The upside potential is limited due to aggressive tightening measures and plans by global central banks

After the recent rally, oil prices are slightly lower on Wednesday. Earlier in the week, Brent crude received a strong boost from a pullback in the US dollar in combination with upbeat risk sentiment in the global financial markets. Oil futures jumped to more than one-week highs around $107.60 a barrel before retreating below $106 a barrel in recent trading.

In industry news, the American Petroleum Institute reported a 1.86-million-barrel increase for the week ending July 15, versus +333K expected.  Now that the US inventory report from the Energy Information Administration looms, Brent looks confused, as larger-than-expected increase may weigh on prices further, signaling the potential end of the recent ascent.

The upside potential is also limited due to aggressive tightening measures and plans by global central banks. Of note, the UK CPI came in at 9.4% in June, beating estimates of a 9.3% print, which implies that the Bank of England will hike rates by 0.5% at the next meeting.
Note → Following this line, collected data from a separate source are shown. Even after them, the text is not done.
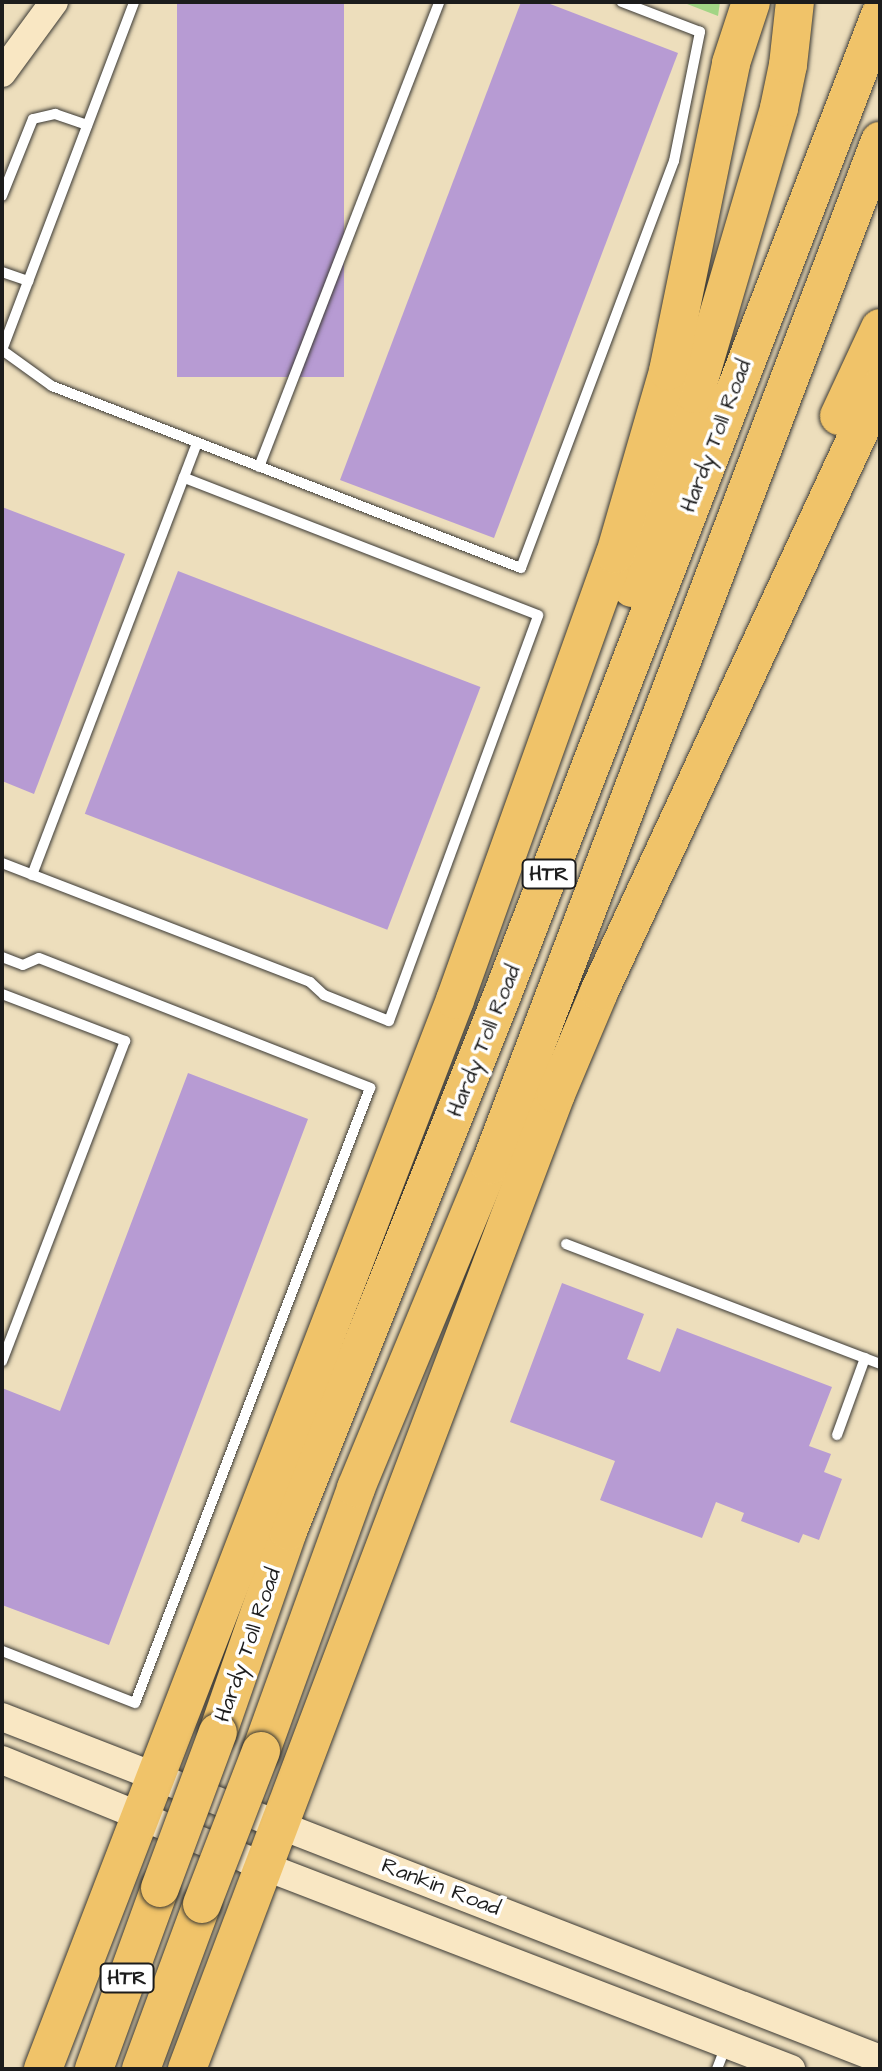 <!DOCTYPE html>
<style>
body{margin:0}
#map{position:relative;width:882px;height:2071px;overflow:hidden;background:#eddebc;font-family:"Architects Daughter",sans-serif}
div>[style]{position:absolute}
.green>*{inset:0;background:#a2d585}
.building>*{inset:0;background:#b79bd3;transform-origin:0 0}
.roads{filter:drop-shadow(0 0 2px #3b3934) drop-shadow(0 0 2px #3b3934)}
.lane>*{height:10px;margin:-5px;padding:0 5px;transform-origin:5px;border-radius:5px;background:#fff}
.secondary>*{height:28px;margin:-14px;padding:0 14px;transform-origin:14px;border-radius:14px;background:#f9e7c3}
.highway>*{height:38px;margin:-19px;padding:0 19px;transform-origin:19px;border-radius:19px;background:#f0c369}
.bridges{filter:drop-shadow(0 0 2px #3b3934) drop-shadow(0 0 2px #3b3934)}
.highway-bridge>*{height:38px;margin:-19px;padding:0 19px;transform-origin:19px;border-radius:19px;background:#f0c369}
span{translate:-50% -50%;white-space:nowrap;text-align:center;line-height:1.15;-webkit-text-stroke:7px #fff;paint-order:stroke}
.shield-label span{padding:2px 6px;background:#fff;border:2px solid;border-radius:6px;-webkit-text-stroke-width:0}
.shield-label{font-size:20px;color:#1c1c1c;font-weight:700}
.street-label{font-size:22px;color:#1c1c1c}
.frame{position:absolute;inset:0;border:4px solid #1c1c1c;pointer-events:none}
</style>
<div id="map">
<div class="green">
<div style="clip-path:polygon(682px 2px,720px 2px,718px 16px)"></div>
</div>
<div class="building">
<div style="left:177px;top:2px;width:167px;height:375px"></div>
<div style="clip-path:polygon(521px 2px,545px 2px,678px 53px,494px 538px,340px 480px)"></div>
<div style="clip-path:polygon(2px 507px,125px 554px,34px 794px,2px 781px)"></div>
<div style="left:178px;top:571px;width:324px;height:260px;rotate:21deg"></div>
<div style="clip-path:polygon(188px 1073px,308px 1119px,109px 1645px,2px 1605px,2px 1388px,60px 1411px)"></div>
<div style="clip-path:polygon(562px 1283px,644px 1314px,627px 1359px,660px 1372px,677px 1328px,832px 1387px,809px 1446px,831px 1454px,824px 1472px,842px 1479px,819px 1540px,803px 1534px,799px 1543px,741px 1521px,744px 1513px,716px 1502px,702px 1538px,600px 1500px,615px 1461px,510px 1422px)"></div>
</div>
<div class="roads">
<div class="lane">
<div style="left:2px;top:196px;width:83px;rotate:-68.1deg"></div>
<div style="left:33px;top:119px;width:23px;rotate:-13deg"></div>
<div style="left:55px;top:114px;width:34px;rotate:19deg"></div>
<div style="left:2px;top:272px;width:28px;rotate:19deg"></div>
<div style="left:2px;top:350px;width:62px;rotate:35.8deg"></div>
<div style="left:52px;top:386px;width:503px;rotate:21.21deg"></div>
<div style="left:521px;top:568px;width:435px;rotate:-69.4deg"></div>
<div style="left:674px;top:161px;width:132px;rotate:-78.6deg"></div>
<div style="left:700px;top:32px;width:84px;rotate:-159deg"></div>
<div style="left:2px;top:350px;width:372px;rotate:-69.2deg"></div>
<div style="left:259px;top:467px;width:499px;rotate:-68.8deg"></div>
<div style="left:2px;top:863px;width:330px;rotate:21.1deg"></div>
<div style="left:310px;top:982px;width:19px;rotate:43deg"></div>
<div style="left:324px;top:995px;width:70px;rotate:21.8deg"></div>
<div style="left:389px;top:1021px;width:432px;rotate:-69.8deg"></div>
<div style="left:538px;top:615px;width:380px;rotate:-158.8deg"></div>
<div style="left:32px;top:875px;width:462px;rotate:-69.1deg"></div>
<div style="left:2px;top:957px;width:22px;rotate:21deg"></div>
<div style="left:23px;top:965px;width:17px;rotate:-24deg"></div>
<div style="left:39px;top:958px;width:356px;rotate:21.4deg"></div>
<div style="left:370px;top:1088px;width:658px;rotate:110.91deg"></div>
<div style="left:135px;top:1703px;width:143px;rotate:-158.6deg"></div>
<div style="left:2px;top:994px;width:132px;rotate:20.9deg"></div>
<div style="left:125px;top:1041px;width:343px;rotate:111deg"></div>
<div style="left:566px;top:1244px;width:336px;rotate:20.9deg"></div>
<div style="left:837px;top:1435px;width:82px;rotate:-70deg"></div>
<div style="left:717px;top:2069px;width:26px;rotate:-69deg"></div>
</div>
<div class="secondary">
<div style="left:2px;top:73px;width:88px;rotate:-53.8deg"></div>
<div style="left:2px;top:1717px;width:942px;rotate:21.28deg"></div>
<div style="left:2px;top:1760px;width:266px;rotate:22.1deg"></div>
<div style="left:248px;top:1860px;width:582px;rotate:21.05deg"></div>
</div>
<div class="highway">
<div style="left:839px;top:416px;width:97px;rotate:-65deg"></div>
<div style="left:632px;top:588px;width:204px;rotate:-72deg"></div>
<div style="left:695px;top:394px;width:298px;rotate:-73.6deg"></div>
<div style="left:779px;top:108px;width:44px;rotate:-78.2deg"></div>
<div style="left:788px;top:65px;width:63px;rotate:-83.7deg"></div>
<div style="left:218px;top:1732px;width:213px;rotate:-70.8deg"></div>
<div style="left:288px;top:1531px;width:571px;rotate:-68.2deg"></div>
<div style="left:500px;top:1001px;width:1057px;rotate:-68.92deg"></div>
<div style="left:261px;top:1751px;width:280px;rotate:-70.1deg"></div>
<div style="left:356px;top:1488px;width:350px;rotate:-67.5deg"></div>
<div style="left:490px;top:1165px;width:1096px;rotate:-69.15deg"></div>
<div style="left:43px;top:2069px;width:1146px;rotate:-68.92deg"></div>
<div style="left:455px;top:1000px;width:474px;rotate:-70.3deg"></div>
<div style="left:615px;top:554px;width:191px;rotate:-73.8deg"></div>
<div style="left:668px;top:371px;width:314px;rotate:-78.4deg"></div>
<div style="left:731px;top:63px;width:64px;rotate:-71.8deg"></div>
<div style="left:94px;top:2069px;width:193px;rotate:-70deg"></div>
<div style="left:141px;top:2069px;width:176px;rotate:-69.7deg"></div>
<div style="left:187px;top:2069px;width:1042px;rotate:-69.27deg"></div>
<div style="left:556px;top:1094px;width:111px;rotate:-67.1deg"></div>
<div style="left:599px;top:992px;width:667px;rotate:-65.09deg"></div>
</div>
</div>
<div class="bridges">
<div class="highway-bridge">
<div style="left:160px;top:1888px;width:166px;rotate:-69.6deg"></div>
<div style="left:202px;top:1904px;width:164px;rotate:-68.9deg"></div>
</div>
</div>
<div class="shield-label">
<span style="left:549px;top:874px">HTR</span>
<span style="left:127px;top:1978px">HTR</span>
</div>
<div class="street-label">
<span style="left:716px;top:436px;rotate:-69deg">Hardy Toll Road</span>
<span style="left:484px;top:1041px;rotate:-68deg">Hardy Toll Road</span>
<span style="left:248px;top:1645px;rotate:-71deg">Hardy Toll Road</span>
<span style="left:441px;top:1887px;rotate:21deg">Rankin Road</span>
</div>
<div class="frame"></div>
</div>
Meanwhile, the ECB is widely expected to deliver a 0.25% (or 0.5%) hike on Thursday.

Given this fundamental backdrop, oil prices are unlikely to extend the rally in the near term even as positive risk sentiment persists so far. Failure to hold above $105 would pave the way towards the $103 intermediate support on the way towards the $100 psychological level.

However, as the overall demand remains healthy at this stage, with consumption growing thanks to the waning effects of the COVID-19 pandemic, the downside potential remains limited as well. Also, worries about tight supply continue to persist, capping the selling pressure at the current levels.